A thread is a Windows concept whose job is to virtualize the CPU.

Thread Overhead

  • Thread kernel object The operating system allocates and initializes one of these data structures for each thread created in the system. The data structure contains a bunch of properties  that describe the thread. This data structure also contains what is called the thread’s context. The context is a block of memory that contains a set of the CPU’s registers. For the x86, x64, and ARM CPU architectures, the thread’s context uses approximately 700, 1,240, or 350 bytes of memory, respectively.
  • Thread environment block (TEB) The TEB is a block of memory allocated and initialized in user mode (address space that application code can quickly access). The TEB consumes 1 page of memory (4 KB on x86, x64 CPUs, and ARM CPUs). The TEB contains the head of the thread’s exception-handling chain. Each try block that the thread enters inserts a node in the head of this chain; the node is removed from the chain when the thread exits the try block. In addition, the TEB contains the thread’s thread-local storage data and some data structures for use by Graphics Device Interface (GDI) and OpenGL graphics.
  • User-mode stack The user-mode stack is used for local variables and arguments passed to methods. It also contains the address indicating what the thread should execute next when the current method returns. By default, Windows allocates 1 MB of memory for each thread’s user-mode stack. More specifically, Windows reserves the 1 MB of address space and sparsely commits physical storage to it as the thread actually requires it when growing the stack.
  • Kernel-mode stack The kernel-mode stack is also used when application code passes arguments to a kernel-mode function in the operating system. For security reasons, Windows copies any arguments passed from user-mode code to the kernel from the thread’s user-mode stack to the thread’s kernel-mode stack. Once copied, the kernel can verify the arguments’ values, and because the application code can’t access the kernel-mode stack, the application can’t modify the arguments’ values after they have been validated and the operating system kernel code begins to operate on them. In addition, the kernel calls methods within itself and uses the kernel-mode stack to pass its own arguments, to store a function’s local variables, and to store return addresses. The kernel-mode stack is 12 KB when running on a 32-bit Windows system and 24 KB when running on a 64-bit Windows system.
  • DLL thread-attach and thread-detach notifications Windows has a policy that whenever a thread is created in a process, all unmanaged DLLs loaded in that process have their DllMain method called, passing a DLL_THREAD_ATTACH flag. Similarly, whenever a thread dies, all DLLs in the process have their DllMain method called, passing it a DLL_THREAD_DETACH flag. Some DLLs need these notifications to perform some special initialization or cleanup for each thread created/destroyed in the process. For example, the C-Runtime library DLL allocates some thread-local storage state that is required should the thread use functions contained within the C-Runtime library.

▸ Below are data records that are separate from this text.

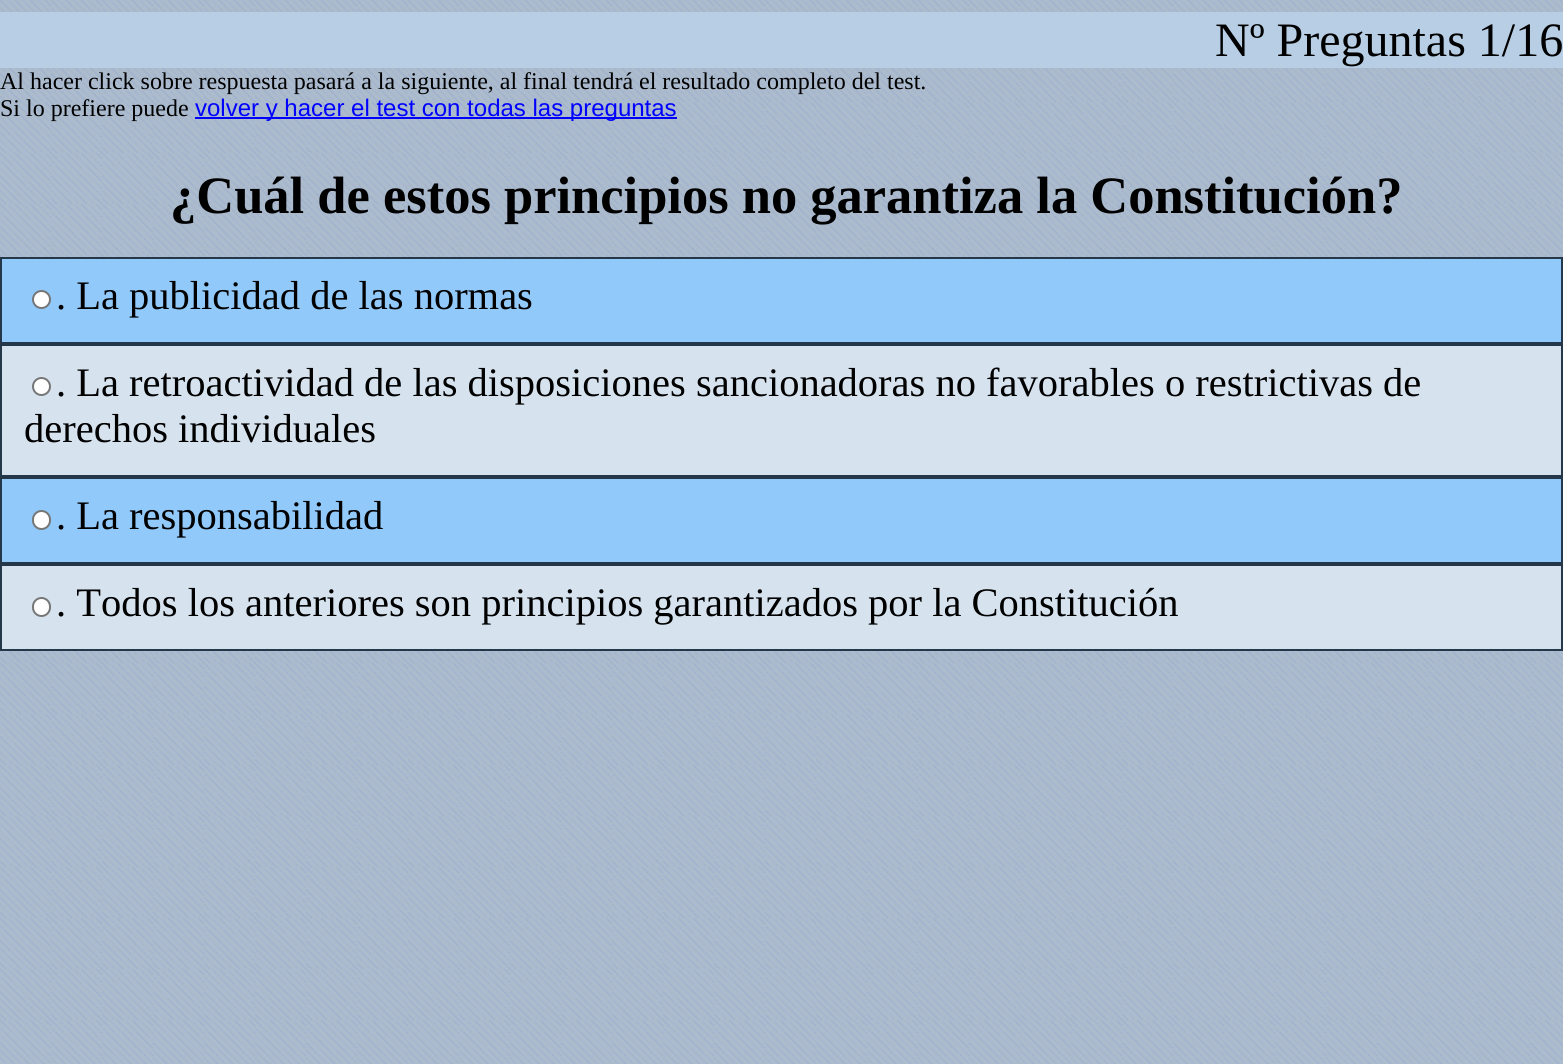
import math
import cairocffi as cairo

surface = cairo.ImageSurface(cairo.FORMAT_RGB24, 1563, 1064)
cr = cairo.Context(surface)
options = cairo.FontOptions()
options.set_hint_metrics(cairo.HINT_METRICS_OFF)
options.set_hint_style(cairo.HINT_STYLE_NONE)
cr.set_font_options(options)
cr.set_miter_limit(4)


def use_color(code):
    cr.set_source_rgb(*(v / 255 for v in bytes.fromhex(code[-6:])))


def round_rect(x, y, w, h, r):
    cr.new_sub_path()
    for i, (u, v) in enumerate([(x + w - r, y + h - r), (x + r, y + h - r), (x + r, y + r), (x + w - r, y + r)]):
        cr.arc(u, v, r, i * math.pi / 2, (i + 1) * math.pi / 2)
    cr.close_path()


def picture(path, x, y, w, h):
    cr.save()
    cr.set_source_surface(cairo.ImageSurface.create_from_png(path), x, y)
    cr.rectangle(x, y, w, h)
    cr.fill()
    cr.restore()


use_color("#ffffff")
cr.paint()
picture("img1.png", 0, 0, 1563, 1064)
use_color("#b7cee4")
cr.rectangle(0, 12, 1563, 56)
cr.fill()
cr.select_font_face("Liberation Serif")
cr.set_font_size(48)
use_color("#000000")
cr.move_to(1215, 56)
cr.show_text("Nº Preguntas 1/16")
cr.set_font_size(24)
cr.move_to(0, 89)
cr.show_text("Al hacer click sobre respuesta pasará a la siguiente, al final tendrá el resultado completo del test.")
cr.move_to(0, 116)
cr.show_text("Si lo prefiere puede")
use_color("#0000ff")
cr.rectangle(195, 117, 482, 2)
cr.fill()
cr.select_font_face("Liberation Sans")
cr.move_to(195, 116)
cr.show_text("volver y hacer el test con todas las preguntas")
cr.select_font_face("Liberation Serif", cairo.FONT_SLANT_NORMAL, cairo.FONT_WEIGHT_BOLD)
cr.set_font_size(52.5)
use_color("#000000")
cr.move_to(170, 213)
cr.show_text("¿Cuál de estos principios no garantiza la Constitución?")
use_color("#91c9fa")
cr.rectangle(1, 258, 1561, 85)
cr.fill_preserve()
use_color("#24384a")
cr.stroke()
use_color("#ffffff")
cr.arc(41.5, 299.5, 8.5, 0, 2 * math.pi)
cr.fill_preserve()
use_color("#767676")
cr.stroke()
cr.select_font_face("Liberation Serif")
cr.set_font_size(40.5)
use_color("#000000")
cr.move_to(56, 309)
cr.show_text(". La publicidad de las normas")
use_color("#d6e3ef")
cr.rectangle(1, 345, 1561, 131)
cr.fill_preserve()
use_color("#24384a")
cr.stroke()
use_color("#ffffff")
cr.arc(41.5, 386.5, 8.5, 0, 2 * math.pi)
cr.fill_preserve()
use_color("#767676")
cr.stroke()
use_color("#000000")
cr.move_to(56, 396)
cr.show_text(". La retroactividad de las disposiciones sancionadoras no favorables o restrictivas de")
cr.move_to(24, 442)
cr.show_text("derechos individuales")
use_color("#91c9fa")
cr.rectangle(1, 478, 1561, 85)
cr.fill_preserve()
use_color("#24384a")
cr.stroke()
use_color("#ffffff")
round_rect(33, 511, 17, 18, 8.5)
cr.fill_preserve()
use_color("#767676")
cr.stroke()
use_color("#000000")
cr.move_to(56, 529)
cr.show_text(". La responsabilidad")
use_color("#d6e3ef")
cr.rectangle(1, 565, 1561, 85)
cr.fill_preserve()
use_color("#24384a")
cr.stroke()
use_color("#ffffff")
round_rect(33, 598, 17, 18, 8.5)
cr.fill_preserve()
use_color("#767676")
cr.stroke()
use_color("#000000")
cr.move_to(56, 616)
cr.show_text(". Todos los anteriores son principios garantizados por la Constitución")
surface.write_to_png("result.png")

now we’re going to start talking about context switching. A computer with only one CPU in it can do only one thing at a time. Therefore, Windows has to share the actual CPU hardware among all the threads (logical CPUs) that are sitting around in the system.

At any given moment in time, Windows assigns one thread to a CPU. That thread is allowed to run for a time-slice (sometimes referred to as a quantum). When the time-slice expires, Windows context switches to another thread. Every context switch requires that Windows performs the following actions:

  • Save the values in the CPU’s registers to the currently running thread’s context structure inside the thread’s kernel object.
  • Select one thread from the set of existing threads to schedule next. If this thread is owned by another process, then Windows must also switch the virtual address space seen by the CPU before it starts executing any code or touching any data.
  • Load the values in the selected thread’s context structure into the CPU’s registers.

After the context switch is complete, the CPU executes the selected thread until its time-slice expires, and then another context switch happens again. Windows performs context switches about every 30 ms. Context switches are pure overhead; that is, there is no memory or performance benefit that comes from context switches. Windows performs context switching to provide end users with a robust and responsive operating system.

the performance hit is much worse than you might think. Yes, a performance hit occurs when Windows context switches to another thread. But the CPU was executing another thread, and the previously running thread’s code and data reside in the CPU’s caches so that the CPU doesn’t have to access RAM memory as much, which has significant latency associated with it. When Windows context switches to a new thread, this new thread is most likely executing different code and accessing different data that is not in the CPU’s cache. The CPU must access RAM memory to populate its cache so it can get back to a good execution speed. But then, about 30 ms later, another context switch occurs.

A thread can voluntarily end its time-slice early, which happens quite frequently. Threads typically wait for I/O operations (keyboard, mouse, file, network, etc.) to complete. For example, Notepad’s thread usually sits idle with nothing to do; this thread is waiting for input. If the user presses the J key on the keyboard, Windows wakes Notepad’s thread to have it process the J keystroke. It may take Notepad’s thread just 5 ms to process the key, and then it calls a Win32 function that tells Windows that it is ready to process the next input event. If there are no more input events, then Windows puts Notepad’s thread into a wait state (relinquishing the remainder of its time-slice) so that the thread is not scheduled on any CPU until the next input stimulus occurs. This improves overall system performance because threads that are waiting for I/O operations to complete are not scheduled on a CPU and do not waste CPU time; other threads can be scheduled on the CPU instead.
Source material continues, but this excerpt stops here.